DATASET CONTENT:
= = = = =

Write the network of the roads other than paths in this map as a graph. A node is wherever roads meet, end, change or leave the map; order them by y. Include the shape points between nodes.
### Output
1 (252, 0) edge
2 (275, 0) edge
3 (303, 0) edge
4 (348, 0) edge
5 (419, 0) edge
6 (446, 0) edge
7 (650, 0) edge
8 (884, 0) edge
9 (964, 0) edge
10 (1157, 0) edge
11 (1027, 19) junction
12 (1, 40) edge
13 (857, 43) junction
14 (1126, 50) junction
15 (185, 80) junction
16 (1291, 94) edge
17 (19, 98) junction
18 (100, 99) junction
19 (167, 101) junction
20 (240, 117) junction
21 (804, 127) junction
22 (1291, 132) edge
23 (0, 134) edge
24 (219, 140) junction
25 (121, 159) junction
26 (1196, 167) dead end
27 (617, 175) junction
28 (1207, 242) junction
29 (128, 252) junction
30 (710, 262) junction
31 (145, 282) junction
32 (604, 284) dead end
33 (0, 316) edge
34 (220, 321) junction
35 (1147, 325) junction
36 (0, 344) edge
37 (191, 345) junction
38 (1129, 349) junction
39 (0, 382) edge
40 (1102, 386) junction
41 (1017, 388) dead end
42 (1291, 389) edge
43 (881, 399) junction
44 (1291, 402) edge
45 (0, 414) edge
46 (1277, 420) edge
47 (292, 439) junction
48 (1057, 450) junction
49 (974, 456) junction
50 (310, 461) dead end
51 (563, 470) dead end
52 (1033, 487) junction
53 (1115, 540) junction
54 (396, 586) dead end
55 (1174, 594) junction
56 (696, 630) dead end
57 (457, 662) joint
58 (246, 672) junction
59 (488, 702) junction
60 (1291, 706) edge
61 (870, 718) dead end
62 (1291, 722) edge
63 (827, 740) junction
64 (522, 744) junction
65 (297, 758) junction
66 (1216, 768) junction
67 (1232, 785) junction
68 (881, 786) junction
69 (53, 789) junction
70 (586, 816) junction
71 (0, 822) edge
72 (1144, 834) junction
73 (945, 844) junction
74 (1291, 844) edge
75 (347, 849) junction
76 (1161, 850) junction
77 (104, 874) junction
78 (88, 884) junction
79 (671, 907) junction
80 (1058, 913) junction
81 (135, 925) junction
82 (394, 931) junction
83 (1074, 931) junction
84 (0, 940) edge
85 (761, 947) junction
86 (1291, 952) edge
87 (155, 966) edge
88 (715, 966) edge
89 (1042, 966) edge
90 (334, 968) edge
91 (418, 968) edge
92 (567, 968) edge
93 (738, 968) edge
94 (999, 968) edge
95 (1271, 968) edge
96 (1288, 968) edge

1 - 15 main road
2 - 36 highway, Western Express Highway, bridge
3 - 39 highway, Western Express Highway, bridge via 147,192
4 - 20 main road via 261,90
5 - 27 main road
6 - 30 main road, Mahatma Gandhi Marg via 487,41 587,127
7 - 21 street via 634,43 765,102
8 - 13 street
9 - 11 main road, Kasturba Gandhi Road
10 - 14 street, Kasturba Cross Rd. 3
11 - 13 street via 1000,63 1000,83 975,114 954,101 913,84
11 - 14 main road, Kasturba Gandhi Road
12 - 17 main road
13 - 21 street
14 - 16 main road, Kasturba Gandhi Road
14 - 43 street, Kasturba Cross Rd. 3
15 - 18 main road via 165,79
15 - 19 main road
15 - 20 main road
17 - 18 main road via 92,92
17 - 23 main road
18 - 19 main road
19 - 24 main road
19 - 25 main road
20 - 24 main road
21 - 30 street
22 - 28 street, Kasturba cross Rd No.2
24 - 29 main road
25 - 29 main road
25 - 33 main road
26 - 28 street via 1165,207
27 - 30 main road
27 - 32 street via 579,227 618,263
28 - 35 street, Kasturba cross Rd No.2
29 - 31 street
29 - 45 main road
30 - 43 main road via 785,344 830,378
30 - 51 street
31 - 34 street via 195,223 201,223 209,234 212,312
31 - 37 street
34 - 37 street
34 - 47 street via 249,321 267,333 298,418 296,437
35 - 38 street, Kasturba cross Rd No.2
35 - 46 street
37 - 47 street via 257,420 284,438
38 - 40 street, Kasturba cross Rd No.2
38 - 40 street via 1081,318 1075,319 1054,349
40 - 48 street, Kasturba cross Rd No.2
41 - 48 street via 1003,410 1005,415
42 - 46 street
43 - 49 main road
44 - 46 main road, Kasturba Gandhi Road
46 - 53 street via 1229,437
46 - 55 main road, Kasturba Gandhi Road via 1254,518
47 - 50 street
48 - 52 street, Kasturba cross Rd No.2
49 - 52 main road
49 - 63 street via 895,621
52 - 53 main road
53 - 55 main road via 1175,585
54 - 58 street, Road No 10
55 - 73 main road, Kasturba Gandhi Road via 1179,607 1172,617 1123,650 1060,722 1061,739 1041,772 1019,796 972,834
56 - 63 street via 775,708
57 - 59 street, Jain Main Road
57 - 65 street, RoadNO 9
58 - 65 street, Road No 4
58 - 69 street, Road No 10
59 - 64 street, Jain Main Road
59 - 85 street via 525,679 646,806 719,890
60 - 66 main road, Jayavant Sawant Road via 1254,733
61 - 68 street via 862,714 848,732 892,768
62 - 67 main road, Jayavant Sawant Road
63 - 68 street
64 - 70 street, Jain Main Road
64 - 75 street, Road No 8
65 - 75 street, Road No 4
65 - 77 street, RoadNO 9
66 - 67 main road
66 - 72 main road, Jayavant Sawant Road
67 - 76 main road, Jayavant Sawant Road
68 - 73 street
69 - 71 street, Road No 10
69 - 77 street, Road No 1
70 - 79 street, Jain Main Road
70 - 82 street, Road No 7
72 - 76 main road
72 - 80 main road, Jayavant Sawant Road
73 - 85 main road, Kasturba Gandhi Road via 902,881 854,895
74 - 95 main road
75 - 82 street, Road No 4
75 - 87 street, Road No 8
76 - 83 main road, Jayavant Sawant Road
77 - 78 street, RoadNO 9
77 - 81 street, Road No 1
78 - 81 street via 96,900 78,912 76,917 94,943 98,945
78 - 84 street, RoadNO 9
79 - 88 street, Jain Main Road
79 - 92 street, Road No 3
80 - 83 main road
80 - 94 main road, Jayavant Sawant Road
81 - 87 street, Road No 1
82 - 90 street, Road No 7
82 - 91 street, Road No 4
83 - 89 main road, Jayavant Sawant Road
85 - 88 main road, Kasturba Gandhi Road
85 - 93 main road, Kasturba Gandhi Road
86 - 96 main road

= = = = =

EXERCISE PROMPT:
Scan the data above; copy every line where "Sawant" appears.

PROBLEM SOLUTION:
60 - 66 main road, Jayavant Sawant Road via 1254,733
62 - 67 main road, Jayavant Sawant Road
66 - 72 main road, Jayavant Sawant Road
67 - 76 main road, Jayavant Sawant Road
72 - 80 main road, Jayavant Sawant Road
76 - 83 main road, Jayavant Sawant Road
80 - 94 main road, Jayavant Sawant Road
83 - 89 main road, Jayavant Sawant Road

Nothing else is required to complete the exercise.